The Gypsy/Roma/Traveller community and education

I wrote a while ago that in some local authority areas, the majority of known parents whose children are not in school are from the Gypsy/Roma/Traveller community. Those who have been following the series on Channel 4 at 8 o'clock on Tuesdays will have been horrified to see examples of the attitude towards girls. The programme is called Big Fat Gypsy Weddings. There have been several casual asides which left me absolutely breathless. For example, the presenter mentioned in passing that Gypsy girls usually leave school at eleven. We are not talking here about travelling communities who are moving about in caravans, but families living in houses in West London. Tonight's programme details the view in this community that literacy and education are not really important for girls. It shows a thirteen year old girl who is leaving school in order to do housework.

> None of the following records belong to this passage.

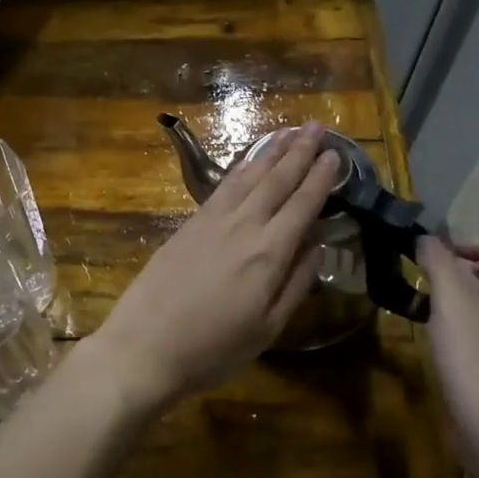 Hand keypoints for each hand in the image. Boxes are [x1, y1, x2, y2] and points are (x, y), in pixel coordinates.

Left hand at [87, 124, 340, 414]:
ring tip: (288, 133)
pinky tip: (246, 163)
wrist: (143, 347)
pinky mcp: (186, 226)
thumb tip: (318, 245)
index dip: (321, 178)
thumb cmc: (212, 350)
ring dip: (270, 153)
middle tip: (316, 127)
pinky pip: (221, 188)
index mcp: (268, 253)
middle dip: (299, 152)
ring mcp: (210, 222)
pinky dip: (238, 170)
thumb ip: (296, 283)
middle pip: (275, 181)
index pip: (302, 205)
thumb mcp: (267, 329)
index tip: (335, 154)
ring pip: (246, 178)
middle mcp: (242, 227) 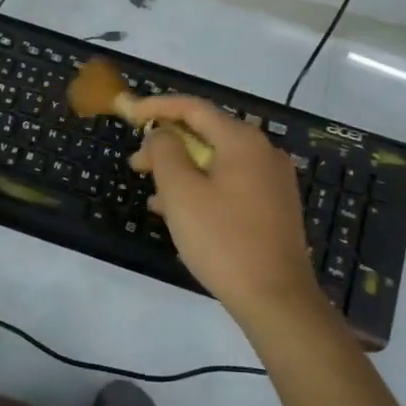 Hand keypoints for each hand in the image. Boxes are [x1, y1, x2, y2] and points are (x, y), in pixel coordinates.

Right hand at [126, 95, 323, 329]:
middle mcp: (263, 152)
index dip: (156, 106)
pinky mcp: (274, 207)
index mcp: (242, 141)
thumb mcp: (181, 192)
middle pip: (206, 134)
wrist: (277, 299)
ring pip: (217, 161)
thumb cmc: (223, 240)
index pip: (193, 108)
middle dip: (167, 145)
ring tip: (152, 193)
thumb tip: (162, 133)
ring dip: (182, 170)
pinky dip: (202, 188)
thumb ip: (165, 151)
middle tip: (136, 164)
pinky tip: (179, 212)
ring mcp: (272, 180)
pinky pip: (230, 183)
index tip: (128, 112)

That in this day and age it is possible to take children from school in this way and make no provision for their education is shocking. I say nothing of the sight last week of a six year-old girl getting a spray tan and then dressing in a mini skirt and boob tube. I can already hear the cries of 'cultural sensitivity'. Working as I do in Hackney, I am familiar with this excuse for turning a blind eye to cruelty and neglect. I have observed that 'cultural sensitivity' always seems to entail ignoring the mistreatment of females. Eleven year old girls being denied an education in the Gypsy community, female genital mutilation among those of African heritage, forced marriage of Pakistani girls, wife-beating by Muslims.

I recommend all readers to watch the programme tonight and judge for themselves whether the thirteen year-old girl featured is happy to have her schooling stopped and whether or not she is likely to receive an education at home. That a blind eye is being turned towards this is scandalous and I have already made a few complaints to the relevant local authorities, asking what on earth is wrong with them that they are tolerating this sort of thing. Home education is one thing; taking a child from school to keep house is something else entirely. I now await the agonised hand-wringing and protestations of the middle class, white liberals who object to anybody asking any questions about any child taken from school.

14 comments:

  1. wife-beating by Muslims.

    Wife beating occurs in all races its got nothing to do with race!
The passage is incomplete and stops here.